Normalisation of relations also brings with it a range of potentially fruitful cultural exchanges, together with more formal agreements such as the exchange of embassies and a resumption of direct flights.
So far, so good. And yet, it is worth asking: cui bono?
US President Donald Trump — whose administration officially brokered the deal — will undoubtedly tout the agreement on the campaign trail as an historical foreign policy success for the White House. Moreover, should Trump win a second term, one can feasibly imagine him giving a tentative green light to further Israeli annexation of the West Bank; though whether the Israelis choose to follow through on that is another matter.
The signs are not particularly auspicious on that front, even if one must factor in Netanyahu’s penchant for nationalistic bombast. In a television address broadcast yesterday in Israel, Mr Netanyahu said annexation plans for the West Bank had merely been “delayed” and remain “on the table”. This may or may not be true: many inside Israel view plans for annexation as dangerous and unfeasible.
Like Trump, Netanyahu will receive domestic plaudits for the deal, which the Israeli leader will point to in order to distract from domestic imbroglios (Netanyahu faces corruption charges and, in common with Trump, has botched his country’s handling of the coronavirus pandemic).
And yet, deals of this sort — between rival authoritarian elites — are invariably carried out over the heads of some of their subjects.
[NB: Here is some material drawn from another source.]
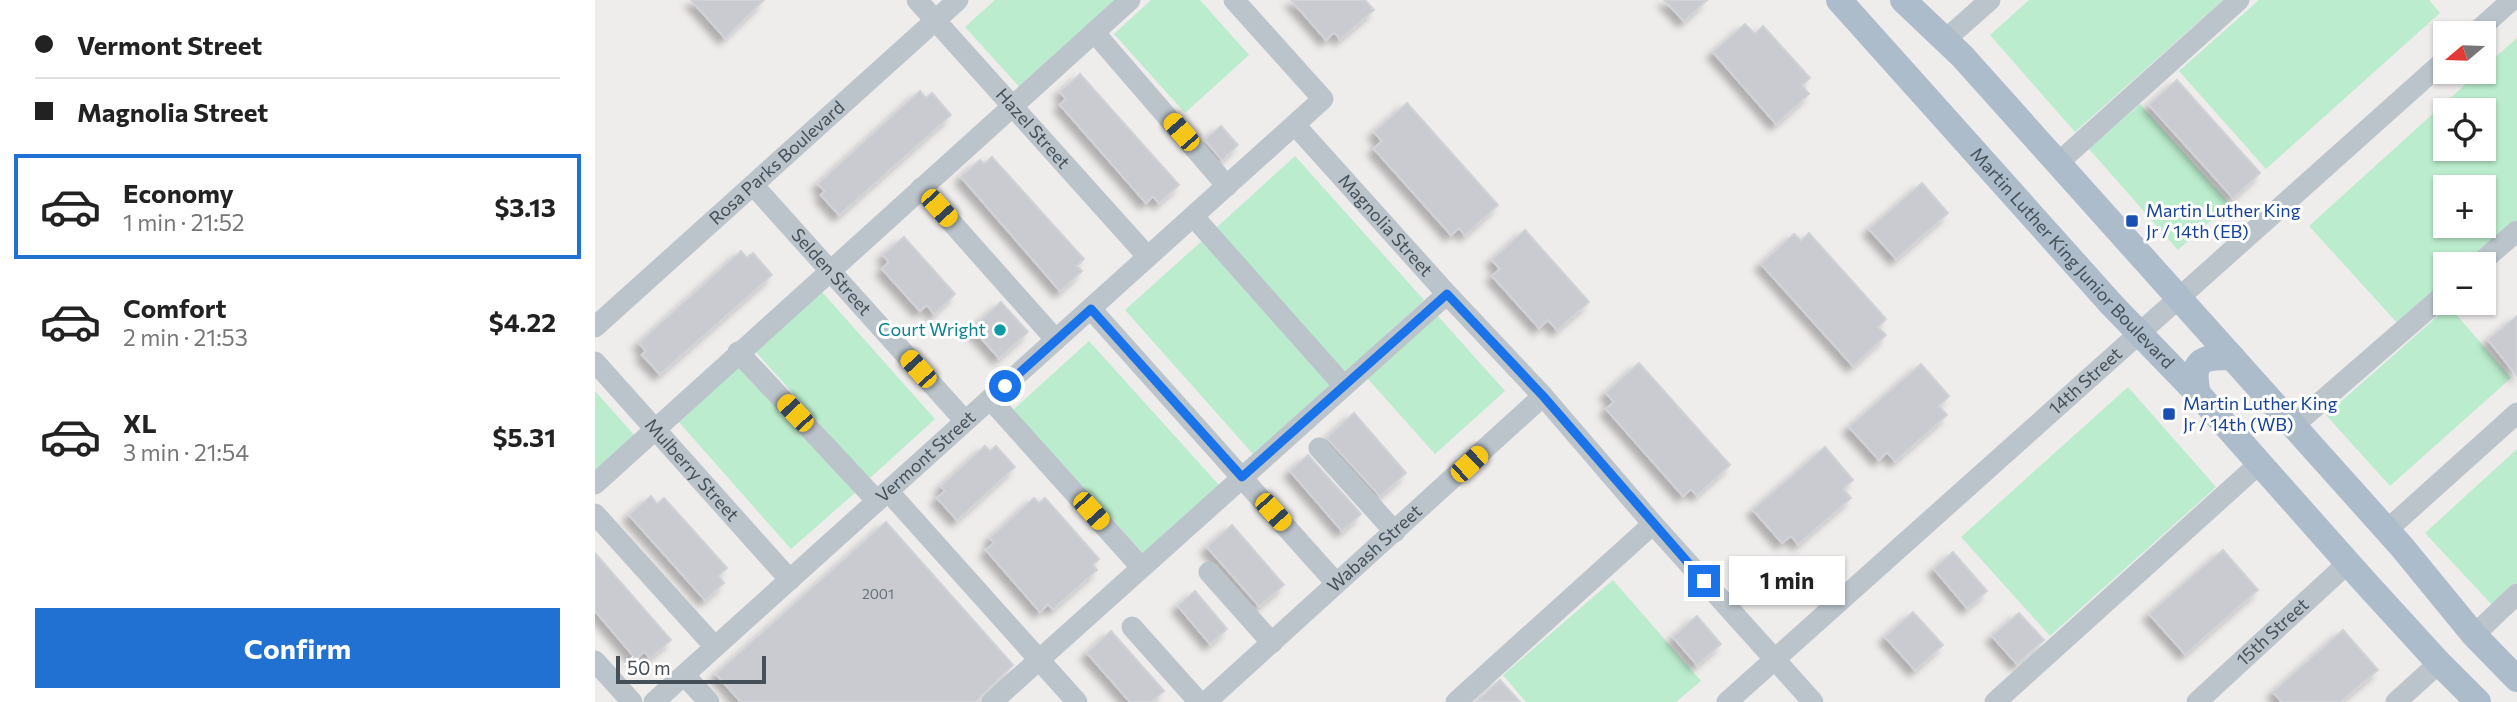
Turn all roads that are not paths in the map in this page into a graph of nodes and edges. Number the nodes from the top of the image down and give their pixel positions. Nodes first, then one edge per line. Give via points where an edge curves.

In the process, they grant a penumbra of legitimacy to the existing order — in this case the Israeli occupation of Palestinian land with the denial of basic human rights that goes along with it. Netanyahu offered nothing in terms of ending the existing occupation of the West Bank. What’s been offered is an (apparently flexible) pledge not to annex yet more territory — an important distinction. No wonder the leader in the West Bank, Mahmoud Abbas, likened it to “treason”.
We will hear much in the coming days about the historic nature of this agreement — Trump’s National Security Advisor is already saying his boss should receive the Nobel Peace Prize. But it’s worth registering amid the diplomatic self-aggrandisement that, for the Palestinians, any settlement which appears to legitimise Israel’s existing frontiers — and therefore the occupation — is far from desirable.